Pony pushed away from me and slowly stood up.

"I'm going to see Johnny and Dallas." He said.

"Okay. You all right?" I asked.

"Yeah. Yeah, I guess." He walked away toward Dallas and Johnny's graves.

I knelt at the front of Soda's headstone. How I missed him.

"Hey, little buddy." The words were harder for me to say than I expected. I missed saying those words. But most of all, I missed who I said them to.

"I miss you so much. It's been so lonesome without you. Thank God for Pony. Without him, I'd never be making it through this mess. He keeps getting hurt, and scaring me have to death. I thought I'd lose him once. But luckily he's still here. My heart can't take much more of this, Soda. I wish I could just get it to end, but that'll never happen. Will it, Soda? If only. If only.

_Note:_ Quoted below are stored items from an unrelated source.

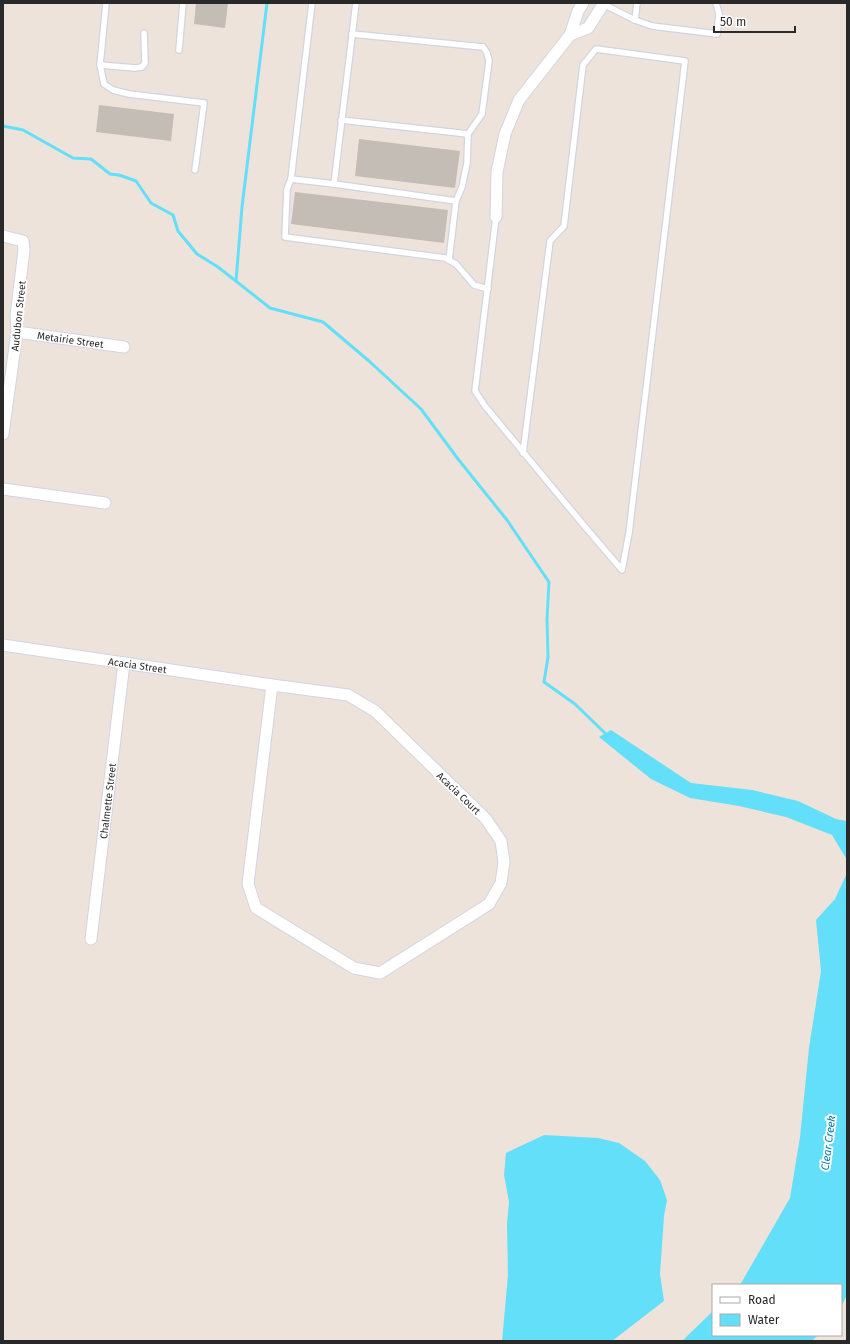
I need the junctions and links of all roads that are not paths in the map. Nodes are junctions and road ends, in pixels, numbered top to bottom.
1 (106, 3) edge
2 (183, 3) edge
3 (312, 3) edge
4 (356, 3) edge
5 (583, 3) edge
6 (603, 3) edge
7 (637, 3) edge
8 (716, 3) edge
9 (635, 20) junction
10 (144, 33) dead end
11 (352, 34) junction
12 (570, 35) junction
13 (180, 50) dead end
14 (100, 65) junction
15 (341, 120) junction
16 (468, 134) junction
17 (195, 170) dead end
18 (291, 179) junction
19 (334, 184) junction
20 (456, 201) junction
21 (496, 217) joint
22 (3, 236) edge
23 (449, 260) junction
24 (488, 289) junction
25 (17, 332) junction
26 (124, 347) dead end
27 (3, 434) edge
28 (523, 453) junction
29 (3, 488) edge
30 (105, 503) dead end
31 (3, 645) edge
32 (124, 663) junction
33 (272, 685) junction
34 (91, 939) dead end

1 - 14 lane
2 - 13 lane
3 - 18 lane
4 - 11 lane
5 - 12 street
6 - 9 lane
6 - 12 street
7 - 9 lane
8 - 9 lane
10 - 14 lane
11 - 15 lane
11 - 16 lane
12 - 21 street
14 - 17 lane
15 - 16 lane
15 - 19 lane
16 - 20 lane
18 - 19 lane
18 - 23 lane
19 - 20 lane
20 - 23 lane
21 - 24 lane
22 - 25 street, Audubon Street
23 - 24 lane
24 - 28 lane
25 - 26 street, Metairie Street
25 - 27 street, Audubon Street
28 - 28 lane
29 - 30 street
31 - 32 street, Acacia Street
32 - 33 street, Acacia Street
32 - 34 street, Chalmette Street
33 - 33 street, Acacia Court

Pony really misses you. We've been getting along okay. Soda, please, forgive me. I hit him again. I know I shouldn't, but I did. Please, I didn't mean to. I was just so mad. He kept yelling at me, and saying how it was my fault. That I didn't protect you. Please, I didn't mean it. I know you didnt want us to fight, but we're brothers. Brothers fight all the time.

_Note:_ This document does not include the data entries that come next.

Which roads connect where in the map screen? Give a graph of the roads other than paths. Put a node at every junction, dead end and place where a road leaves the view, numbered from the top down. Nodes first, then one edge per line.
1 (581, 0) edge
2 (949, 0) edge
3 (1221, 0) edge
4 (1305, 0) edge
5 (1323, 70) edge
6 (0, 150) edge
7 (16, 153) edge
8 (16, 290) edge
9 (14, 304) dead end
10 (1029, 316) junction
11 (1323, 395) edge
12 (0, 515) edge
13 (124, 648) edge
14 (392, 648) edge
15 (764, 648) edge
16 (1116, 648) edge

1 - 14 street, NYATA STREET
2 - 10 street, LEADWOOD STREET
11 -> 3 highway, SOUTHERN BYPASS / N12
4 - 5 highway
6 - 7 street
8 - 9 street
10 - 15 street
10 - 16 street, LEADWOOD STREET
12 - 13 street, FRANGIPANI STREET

Soda, I love you. I hope you know that. Please take care of us. We need you."

I wiped away the tears that came when I talked to Soda. It seemed every time I did, it was just another reminder that of what I had lost.


Pony's POV

I walked up to Dallas and Johnny's graves. I was over there death. I had come to terms with it. I knew it wasn't my fault. But I still missed them just the same.

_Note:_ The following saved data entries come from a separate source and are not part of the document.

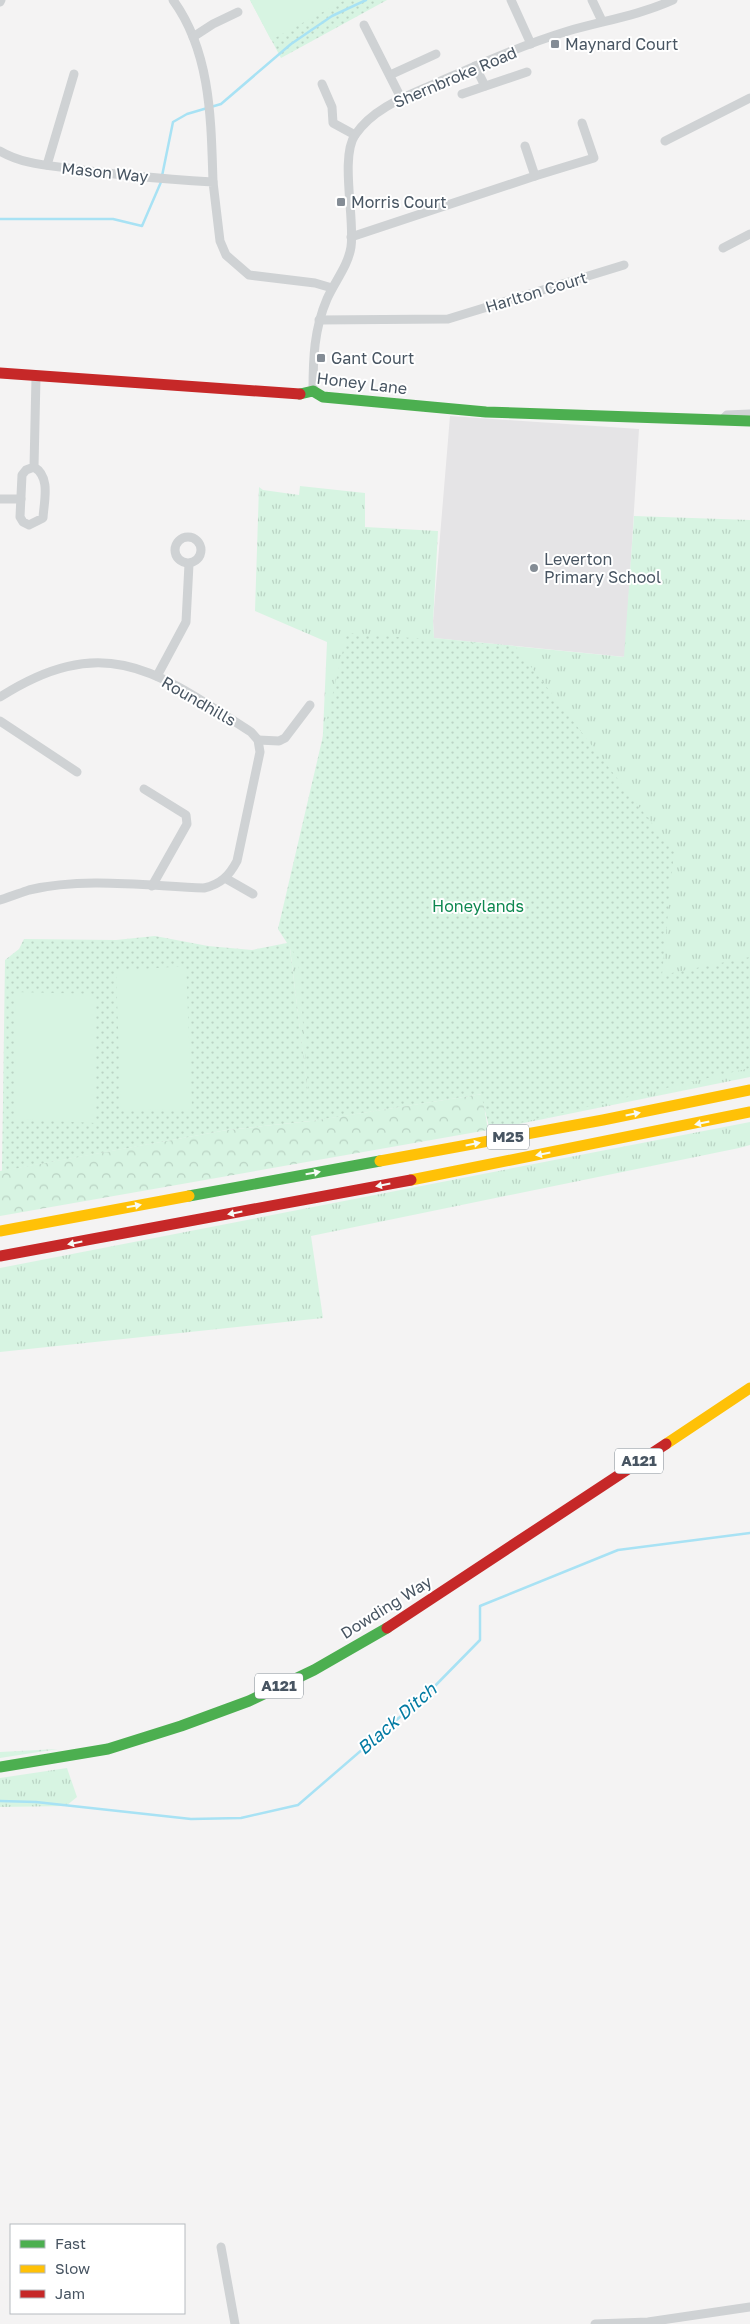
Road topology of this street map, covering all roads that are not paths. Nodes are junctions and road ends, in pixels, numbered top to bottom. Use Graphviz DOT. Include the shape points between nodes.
graph roads {
  1 [pos="173,0"];
  2 [pos="511,0"];
  3 [pos="592,0"];
  4 [pos="673,0"];
  5 [pos="238,12"];
  6 [pos="602,21"];
  7 [pos="364,25"];
  8 [pos="193,37"];
  9 [pos="531,44"];
  10 [pos="436,54"];
  11 [pos="475,66"];
  12 [pos="528,72"];
  13 [pos="74,74"];
  14 [pos="390,75"];
  15 [pos="322,84"];
  16 [pos="485,86"];
  17 [pos="462,94"];
  18 [pos="401,98"];
  19 [pos="750,98"];
  20 [pos="582,123"];
  21 [pos="355,135"];
  22 [pos="665,141"];
  23 [pos="525,146"];
  24 [pos="0,152"];
  25 [pos="47,165"];
  26 [pos="535,176"];
  27 [pos="213,182"];
  28 [pos="750,234"];
  29 [pos="351,237"];
  30 [pos="723,248"];
  31 [pos="624,265"];
  32 [pos="332,288"];
  33 [pos="318,320"];
  34 [pos="0,373"];
  35 [pos="36,377"];
  36 [pos="313,391"];
  37 [pos="750,414"];
  38 [pos="721,422"];
  39 [pos="750,422"];
  40 [pos="34,467"];
  41 [pos="0,499"];
  42 [pos="21,499"];
  43 [pos="189,564"];
  44 [pos="157,676"];
  45 [pos="0,697"];
  46 [pos="310,705"];
  47 [pos="0,721"];
  48 [pos="258,740"];
  49 [pos="77,772"];
  50 [pos="144,789"];
  51 [pos="225,878"];
  52 [pos="152,886"];
  53 [pos="253,894"];
  54 [pos="0,900"];
  55 [pos="750,1090"];
  56 [pos="750,1112"];
  57 [pos="0,1231"];
  58 [pos="0,1256"];
  59 [pos="750,1388"];
  60 [pos="0,1767"];
  61 [pos="221,2246"];
  62 [pos="750,2307"];
  63 [pos="235,2324"];
  64 [pos="595,2324"];
  1 -- 8 [label="street"];
  2 -- 9 [label="street"];
  3 -- 6 [label="street"];
  4 -- 6 [label="street, Shernbroke Road" via="651,10"];
  5 -- 8 [label="street"];
  6 -- 9 [label="street, Shernbroke Road"];
  7 -- 14 [label="street"];
  8 -- 27 [label="street" via="207,87"];
  9 -- 11 [label="street, Shernbroke Road"];
  10 -- 14 [label="street"];
  11 -- 16 [label="street"];
  11 -- 18 [label="street, Shernbroke Road"];
  12 -- 16 [label="street"];
  13 -- 25 [label="street"];
  14 -- 18 [label="street"];
  15 -- 21 [label="street" via="332,107 333,123"];
  16 -- 17 [label="street"];
  18 -- 21 [label="street, Shernbroke Road"];
  19 -- 22 [label="street"];
  20 -- 26 [label="street" via="594,158"];
  21 -- 29 [label="street" via="349,159"];
  23 -- 26 [label="street"];
  24 -- 25 [label="street, Mason Way"];
  25 -- 27 [label="street, Mason Way" via="126,176"];
  26 -- 29 [label="street"];
  27 -- 32 [label="street" via="220,241 226,255 249,275"];
  28 -- 30 [label="street"];
  29 -- 32 [label="street" via="345,266"];
  31 -- 33 [label="street, Harlton Court" via="448,319"];
  32 -- 33 [label="street"];
  33 -- 36 [label="street"];
  34 -- 35 [label="main road, Honey Lane"];
  35 -- 36 [label="main road, Honey Lane" via="303,394"];
  35 -- 40 [label="street"];
  36 -- 38 [label="main road, Honey Lane" via="323,397 486,412"];
  37 -- 38 [label="street, Honey Lane" via="727,415"];
  38 -- 39 [label="main road, Honey Lane"];
  40 -- 42 [label="street" via="22,475"];
  40 -- 42 [label="street" via="45,477 43,518 29,525 24,522 20,517"];
  41 -- 42 [label="street"];
  43 -- 44 [label="street" via="186,622"];
  44 -- 45 [label="street, Roundhills" via="109,662 72,664 44,672"];
  44 -- 48 [label="street, Roundhills" via="251,732"];
  46 -- 48 [label="street" via="285,738 279,741"];
  47 -- 49 [label="street"];
  48 -- 51 [label="street" via="260,752 237,861"];
  50 -- 52 [label="street" via="186,815 187,824"];
  51 -- 52 [label="street" via="217,885 204,888"];
  51 -- 53 [label="street"];
  52 -- 54 [label="street" via="64,885 29,890"];
  57 -- 55 [label="main road, M25, one-way" via="594,1122"];
  56 -- 58 [label="main road, M25, one-way" via="453,1172"];
  59 -- 60 [label="main road, Dowding Way / A121" via="404,1618 314,1670 248,1701 108,1749"];
  61 -- 63 [label="street"];
  62 -- 64 [label="street" via="648,2322"];
}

I sat down in between their graves. Not knowing who to address first, I decided I'd talk to them together.

"Hi, Dallas, Johnny. I still miss you guys. I know that it wasn't my fault that you died. Well, I don't think it is anymore. I don't know if I was to blame or not. But Soda and Darry told me again and again that it wasn't, so I believe them. I miss you, though. And I'm sorry you guys had to die so young.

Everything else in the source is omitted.